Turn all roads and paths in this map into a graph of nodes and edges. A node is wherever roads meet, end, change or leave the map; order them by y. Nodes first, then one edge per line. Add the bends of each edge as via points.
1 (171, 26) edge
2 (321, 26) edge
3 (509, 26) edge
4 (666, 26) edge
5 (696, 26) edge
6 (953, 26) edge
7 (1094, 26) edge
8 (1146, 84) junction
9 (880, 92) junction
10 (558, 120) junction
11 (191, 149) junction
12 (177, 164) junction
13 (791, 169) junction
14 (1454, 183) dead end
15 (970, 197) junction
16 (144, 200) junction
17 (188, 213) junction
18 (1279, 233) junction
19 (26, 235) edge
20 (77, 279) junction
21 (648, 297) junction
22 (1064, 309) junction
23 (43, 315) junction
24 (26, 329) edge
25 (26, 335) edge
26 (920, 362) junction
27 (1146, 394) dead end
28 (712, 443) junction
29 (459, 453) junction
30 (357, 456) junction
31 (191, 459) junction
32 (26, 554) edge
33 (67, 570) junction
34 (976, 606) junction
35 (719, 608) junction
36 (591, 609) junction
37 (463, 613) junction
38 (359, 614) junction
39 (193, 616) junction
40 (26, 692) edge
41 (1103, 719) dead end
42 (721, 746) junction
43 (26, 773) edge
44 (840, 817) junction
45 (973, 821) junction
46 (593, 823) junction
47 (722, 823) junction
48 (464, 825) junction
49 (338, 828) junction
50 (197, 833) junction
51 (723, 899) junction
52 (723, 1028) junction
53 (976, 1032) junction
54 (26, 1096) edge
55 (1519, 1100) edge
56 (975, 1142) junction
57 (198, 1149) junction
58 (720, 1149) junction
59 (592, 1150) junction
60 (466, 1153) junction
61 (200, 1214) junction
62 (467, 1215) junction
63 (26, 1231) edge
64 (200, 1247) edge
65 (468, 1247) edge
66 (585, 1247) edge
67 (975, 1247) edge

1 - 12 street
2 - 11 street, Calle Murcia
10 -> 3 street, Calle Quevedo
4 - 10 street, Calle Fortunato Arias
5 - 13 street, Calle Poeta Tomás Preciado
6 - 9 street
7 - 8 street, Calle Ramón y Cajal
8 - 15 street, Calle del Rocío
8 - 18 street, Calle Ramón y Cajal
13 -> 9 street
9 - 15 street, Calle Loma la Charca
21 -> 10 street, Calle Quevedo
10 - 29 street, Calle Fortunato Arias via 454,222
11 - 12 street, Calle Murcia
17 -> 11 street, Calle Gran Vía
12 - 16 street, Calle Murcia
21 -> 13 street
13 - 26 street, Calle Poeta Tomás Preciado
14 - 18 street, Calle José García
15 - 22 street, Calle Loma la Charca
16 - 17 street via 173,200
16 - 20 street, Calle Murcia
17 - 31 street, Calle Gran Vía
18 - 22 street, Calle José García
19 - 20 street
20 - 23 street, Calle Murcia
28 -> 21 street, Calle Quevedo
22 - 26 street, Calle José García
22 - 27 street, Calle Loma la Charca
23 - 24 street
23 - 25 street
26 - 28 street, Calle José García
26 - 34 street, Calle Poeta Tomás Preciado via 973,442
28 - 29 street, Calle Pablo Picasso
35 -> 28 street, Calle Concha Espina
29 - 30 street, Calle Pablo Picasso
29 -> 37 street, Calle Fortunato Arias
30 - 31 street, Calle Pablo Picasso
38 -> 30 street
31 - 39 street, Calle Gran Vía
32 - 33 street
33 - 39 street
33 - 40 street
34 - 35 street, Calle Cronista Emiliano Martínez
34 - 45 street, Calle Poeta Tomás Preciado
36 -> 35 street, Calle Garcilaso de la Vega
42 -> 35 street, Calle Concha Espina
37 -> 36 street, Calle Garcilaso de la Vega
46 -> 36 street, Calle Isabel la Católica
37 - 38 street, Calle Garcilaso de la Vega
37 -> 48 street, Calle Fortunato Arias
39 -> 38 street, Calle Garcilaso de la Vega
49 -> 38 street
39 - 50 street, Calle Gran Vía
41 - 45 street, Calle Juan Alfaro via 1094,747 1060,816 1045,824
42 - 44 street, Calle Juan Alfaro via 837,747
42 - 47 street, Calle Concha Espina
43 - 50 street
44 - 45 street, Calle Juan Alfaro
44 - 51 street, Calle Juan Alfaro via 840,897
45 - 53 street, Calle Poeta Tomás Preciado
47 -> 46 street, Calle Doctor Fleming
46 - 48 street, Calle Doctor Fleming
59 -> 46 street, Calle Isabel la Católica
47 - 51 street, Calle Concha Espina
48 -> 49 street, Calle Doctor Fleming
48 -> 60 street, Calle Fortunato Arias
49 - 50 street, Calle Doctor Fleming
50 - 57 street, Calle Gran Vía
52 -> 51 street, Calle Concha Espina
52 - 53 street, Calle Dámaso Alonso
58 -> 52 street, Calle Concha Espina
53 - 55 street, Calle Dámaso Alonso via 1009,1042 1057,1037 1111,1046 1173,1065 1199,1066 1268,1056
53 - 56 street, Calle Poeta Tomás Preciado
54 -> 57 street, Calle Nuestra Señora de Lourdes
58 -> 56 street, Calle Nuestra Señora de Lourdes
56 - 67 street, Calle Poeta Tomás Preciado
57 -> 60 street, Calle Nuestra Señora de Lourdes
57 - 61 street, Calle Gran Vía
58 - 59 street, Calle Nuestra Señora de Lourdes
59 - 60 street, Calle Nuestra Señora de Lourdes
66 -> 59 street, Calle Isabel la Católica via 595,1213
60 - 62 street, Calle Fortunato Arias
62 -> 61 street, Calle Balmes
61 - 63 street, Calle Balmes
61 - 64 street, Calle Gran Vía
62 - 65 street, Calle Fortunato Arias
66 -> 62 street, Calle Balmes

▶ **Exercise directions**
Working through the records, find each line containing the word "Isabel" and copy it.

▶ **Solution to this exercise**
46 -> 36 street, Calle Isabel la Católica
59 -> 46 street, Calle Isabel la Católica
66 -> 59 street, Calle Isabel la Católica via 595,1213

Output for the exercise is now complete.